Nein, zu einem HIV-Test müssen Sie in jedem Fall Ihre ausdrückliche Einwilligung geben. Es darf Sie also niemand zu einem HIV-Test zwingen oder heimlich einen Test an Ihnen durchführen. Das bedeutet auch, dass Sie in Ihrer Vergangenheit bei ärztlichen Untersuchungen oder Eingriffen nicht automatisch auf HIV getestet worden sind, ohne dass Sie davon erfahren haben.

Wie lange muss ich auf das Test-Resultat warten?

Das Testresultat eines Labortests liegt je nach Ort der Durchführung nach wenigen Stunden oder 1 bis 3 Tagen vor.

In gewissen Arztpraxen und an Spitälern wird mittlerweile auch ein HIV-Schnelltest eingesetzt. Dies ist ein Test, der direkt in der Praxis ausgewertet wird und innerhalb einer halben Stunde das Resultat liefert. Doch wie beim Labortest gilt: Auch der HIV-Schnelltest liefert erst drei Monate nach der letzten Risikosituation ein ausreichend sicheres Resultat.

Wieviel kosten mich diese Tests?

Ein HIV-Test kostet zwischen etwa 30 und 80 Franken. Wenn Sie Tests anonym durchführen lassen, müssen Sie die Kosten selber tragen; andernfalls übernimmt die Krankenkasse die Aufwendungen.

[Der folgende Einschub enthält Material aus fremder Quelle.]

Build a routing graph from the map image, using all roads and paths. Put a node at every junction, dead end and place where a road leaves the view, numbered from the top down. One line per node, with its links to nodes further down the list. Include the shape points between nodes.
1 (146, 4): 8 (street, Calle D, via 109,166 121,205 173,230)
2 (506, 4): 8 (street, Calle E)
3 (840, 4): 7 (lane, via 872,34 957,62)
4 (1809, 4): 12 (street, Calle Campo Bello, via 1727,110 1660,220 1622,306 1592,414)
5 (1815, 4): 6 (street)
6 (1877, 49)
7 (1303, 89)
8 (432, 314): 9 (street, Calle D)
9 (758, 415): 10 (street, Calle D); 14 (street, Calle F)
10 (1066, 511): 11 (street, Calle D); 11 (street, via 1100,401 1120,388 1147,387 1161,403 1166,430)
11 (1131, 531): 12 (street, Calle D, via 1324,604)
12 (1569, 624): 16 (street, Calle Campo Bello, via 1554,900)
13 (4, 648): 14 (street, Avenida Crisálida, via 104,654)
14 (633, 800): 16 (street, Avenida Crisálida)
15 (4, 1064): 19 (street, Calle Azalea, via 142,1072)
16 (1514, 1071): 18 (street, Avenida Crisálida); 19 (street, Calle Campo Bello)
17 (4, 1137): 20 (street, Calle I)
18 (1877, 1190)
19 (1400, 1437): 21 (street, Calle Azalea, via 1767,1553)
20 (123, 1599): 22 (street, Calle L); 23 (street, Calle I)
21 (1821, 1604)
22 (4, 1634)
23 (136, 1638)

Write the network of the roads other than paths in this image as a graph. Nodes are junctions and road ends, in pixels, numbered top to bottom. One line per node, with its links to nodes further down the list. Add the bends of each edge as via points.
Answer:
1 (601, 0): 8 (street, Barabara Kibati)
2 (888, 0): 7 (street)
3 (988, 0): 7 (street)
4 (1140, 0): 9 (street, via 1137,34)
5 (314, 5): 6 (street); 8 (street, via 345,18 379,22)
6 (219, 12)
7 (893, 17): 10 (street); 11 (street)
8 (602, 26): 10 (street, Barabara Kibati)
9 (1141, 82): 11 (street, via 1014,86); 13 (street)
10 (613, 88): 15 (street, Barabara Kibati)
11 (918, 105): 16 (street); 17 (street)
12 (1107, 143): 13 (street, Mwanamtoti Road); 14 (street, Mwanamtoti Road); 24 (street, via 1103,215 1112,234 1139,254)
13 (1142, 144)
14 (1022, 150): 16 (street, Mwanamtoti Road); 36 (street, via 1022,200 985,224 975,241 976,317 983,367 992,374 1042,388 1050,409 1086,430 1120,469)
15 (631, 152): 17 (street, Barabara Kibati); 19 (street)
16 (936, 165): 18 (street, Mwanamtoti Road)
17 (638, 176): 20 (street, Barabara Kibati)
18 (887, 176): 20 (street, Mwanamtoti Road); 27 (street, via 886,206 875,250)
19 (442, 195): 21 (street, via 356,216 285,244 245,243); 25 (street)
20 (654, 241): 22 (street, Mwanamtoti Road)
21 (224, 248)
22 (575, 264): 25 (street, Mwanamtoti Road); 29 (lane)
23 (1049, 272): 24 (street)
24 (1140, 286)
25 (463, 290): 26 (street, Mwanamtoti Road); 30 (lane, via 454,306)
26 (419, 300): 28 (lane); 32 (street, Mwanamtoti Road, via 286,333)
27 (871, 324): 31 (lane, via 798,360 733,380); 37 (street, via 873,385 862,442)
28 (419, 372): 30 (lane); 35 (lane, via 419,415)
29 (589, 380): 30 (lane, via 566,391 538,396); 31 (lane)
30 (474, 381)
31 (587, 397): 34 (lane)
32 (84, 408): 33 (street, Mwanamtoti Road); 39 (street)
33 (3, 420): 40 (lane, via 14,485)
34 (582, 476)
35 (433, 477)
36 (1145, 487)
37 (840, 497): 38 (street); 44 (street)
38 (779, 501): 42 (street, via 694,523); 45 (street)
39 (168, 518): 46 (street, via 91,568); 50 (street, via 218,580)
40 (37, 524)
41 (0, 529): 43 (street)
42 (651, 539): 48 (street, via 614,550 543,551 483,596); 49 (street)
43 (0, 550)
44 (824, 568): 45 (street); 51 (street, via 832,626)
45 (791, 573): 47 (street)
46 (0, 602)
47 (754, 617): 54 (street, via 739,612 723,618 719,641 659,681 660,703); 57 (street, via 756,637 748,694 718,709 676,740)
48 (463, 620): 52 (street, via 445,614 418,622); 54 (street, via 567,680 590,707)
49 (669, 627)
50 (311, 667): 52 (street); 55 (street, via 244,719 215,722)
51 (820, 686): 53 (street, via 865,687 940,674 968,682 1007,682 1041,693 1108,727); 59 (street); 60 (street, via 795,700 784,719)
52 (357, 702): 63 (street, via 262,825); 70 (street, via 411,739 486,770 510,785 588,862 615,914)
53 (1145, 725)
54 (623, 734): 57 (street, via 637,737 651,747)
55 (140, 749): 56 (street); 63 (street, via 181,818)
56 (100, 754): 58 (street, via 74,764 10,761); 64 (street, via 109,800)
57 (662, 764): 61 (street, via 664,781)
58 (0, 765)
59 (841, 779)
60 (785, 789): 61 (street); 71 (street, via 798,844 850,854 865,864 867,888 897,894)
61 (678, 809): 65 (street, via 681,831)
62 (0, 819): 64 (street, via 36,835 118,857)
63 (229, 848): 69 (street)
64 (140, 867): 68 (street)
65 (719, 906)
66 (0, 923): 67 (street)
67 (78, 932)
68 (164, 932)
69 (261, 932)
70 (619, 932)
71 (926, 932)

Wie sicher sind die Testresultate?

Die heutigen HIV-Suchtests, die von Spitälern, Labors und Hausärzten/Hausärztinnen angeboten werden, sind hochsensibel. Das heisst:
Wenn Sie drei Monate nach einer Risikosituation einen HIV-Test durchführen und ein negatives Ergebnis erhalten, ist das Resultat ausreichend sicher.
Sie haben sich nicht infiziert. Ein allfällig positives Testresultat wird in jedem Fall mit einem Bestätigungstest an einer neuen Blutprobe überprüft. Der Bestätigungstest beruht auf einer anderen Nachweis-Methode und ist ebenfalls hochpräzis. Gleichzeitig wird in der Regel noch ein dritter Test zur Bestimmung der Viruslast durchgeführt. Nach einem positiven Bestätigungstest ist also ausgeschlossen, dass das positive Resultat falsch ist.

Kann ich auch zu Hause selbst einen HIV-Test durchführen, und sind diese Home-Tests sicher?

HIV-Tests für den Heimgebrauch sind weder in der Schweiz noch in anderen europäischen Ländern oder in den USA erlaubt. Das Verbot von so genannten Home-Tests hat gute Gründe: Home-Tests liefern ein zu wenig sicheres Ergebnis und sind in der Anwendung zu kompliziert. Gehen Sie daher nicht auf Angebote aus dem Ausland oder aus dem Internet ein: Es handelt sich hier oft um zweifelhafte Produkte, die nicht unserem medizinischen Qualitätsstandard entsprechen.